▶ **WHAT TO PRODUCE**
An exact copy of the records is required, minus the pictures they hold.

▶ **EXTRACTED INFORMATION**
• • •

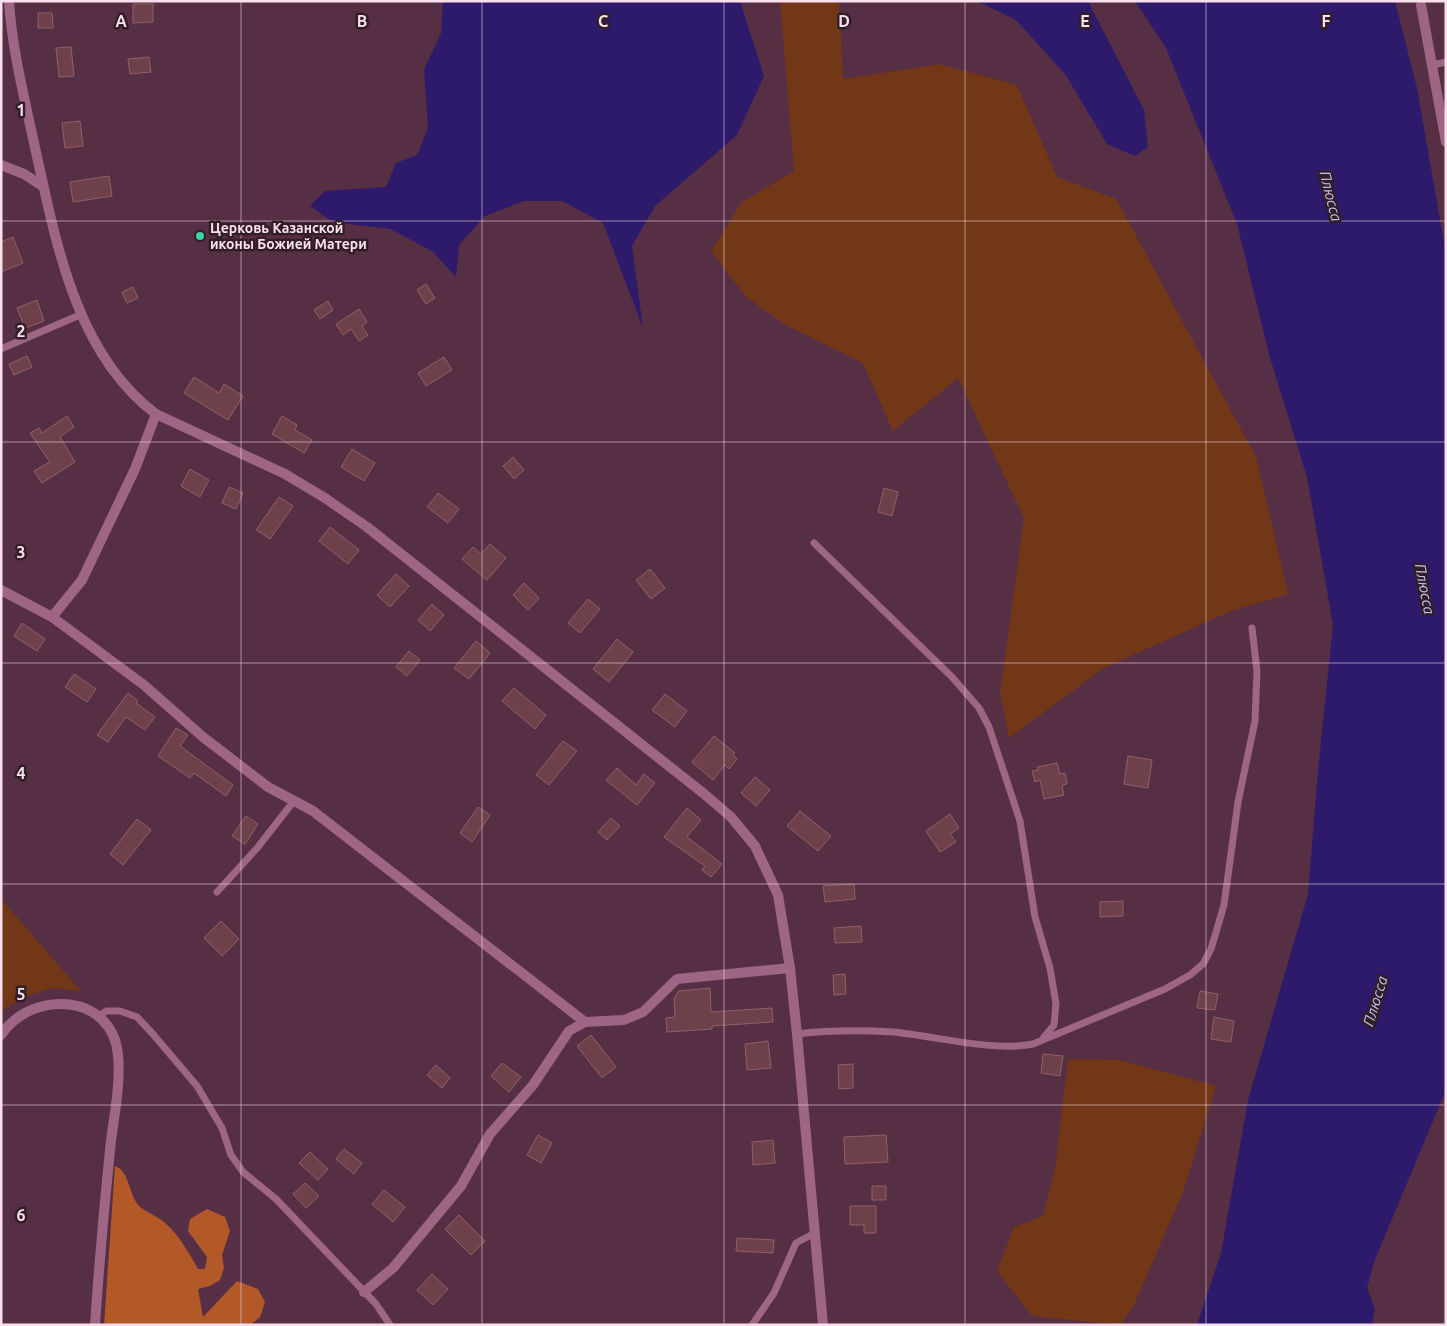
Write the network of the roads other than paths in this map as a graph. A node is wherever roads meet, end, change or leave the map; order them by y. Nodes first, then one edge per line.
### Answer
1 (9, 1) edge
2 (1422, 5) dead end
3 (1446, 62) edge
4 (1433, 65) junction
5 (1446, 142) edge
6 (1, 165) edge
7 (44, 187) junction
8 (82, 314) junction
9 (1, 349) edge
10 (156, 414) junction
11 (814, 543) dead end
12 (1, 590) edge
13 (52, 617) junction
14 (1252, 628) dead end
15 (293, 802) junction
16 (217, 892) dead end
17 (790, 968) junction
18 (99, 1016) junction
19 (585, 1022) junction
20 (798, 1034) junction
21 (1, 1035) edge
22 (1044, 1038) junction
23 (815, 1233) junction
24 (364, 1292) junction
25 (95, 1325) edge
26 (390, 1325) edge
27 (752, 1325) edge
28 (823, 1325) edge

1 - 7 street
2 - 4 street
3 - 4 lane
4 - 5 street
6 - 7 street
7 - 8 street
8 - 9 lane
8 - 10 street
10 - 13 street
10 - 17 street
11 - 22 lane
12 - 13 street
13 - 15 street
14 - 22 lane
15 - 16 lane
15 - 19 street
17 - 19 street
17 - 20 street
18 - 21 street
18 - 24 lane
18 - 25 street
19 - 24 street
20 - 22 lane
20 - 23 street
23 - 27 lane
23 - 28 street
24 - 26 lane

• • •

▶ **EXERCISE RESULT**
Write the network of the roads other than paths in this map as a graph. A node is wherever roads meet, end, change or leave the map; order them by y. Nodes first, then one edge per line.
### Answer
1 (9, 1) edge
2 (1422, 5) dead end
3 (1446, 62) edge
4 (1433, 65) junction
5 (1446, 142) edge
6 (1, 165) edge
7 (44, 187) junction
8 (82, 314) junction
9 (1, 349) edge
10 (156, 414) junction
11 (814, 543) dead end
12 (1, 590) edge
13 (52, 617) junction
14 (1252, 628) dead end
15 (293, 802) junction
16 (217, 892) dead end
17 (790, 968) junction
18 (99, 1016) junction
19 (585, 1022) junction
20 (798, 1034) junction
21 (1, 1035) edge
22 (1044, 1038) junction
23 (815, 1233) junction
24 (364, 1292) junction
25 (95, 1325) edge
26 (390, 1325) edge
27 (752, 1325) edge
28 (823, 1325) edge

1 - 7 street
2 - 4 street
3 - 4 lane
4 - 5 street
6 - 7 street
7 - 8 street
8 - 9 lane
8 - 10 street
10 - 13 street
10 - 17 street
11 - 22 lane
12 - 13 street
13 - 15 street
14 - 22 lane
15 - 16 lane
15 - 19 street
17 - 19 street
17 - 20 street
18 - 21 street
18 - 24 lane
18 - 25 street
19 - 24 street
20 - 22 lane
20 - 23 street
23 - 27 lane
23 - 28 street
24 - 26 lane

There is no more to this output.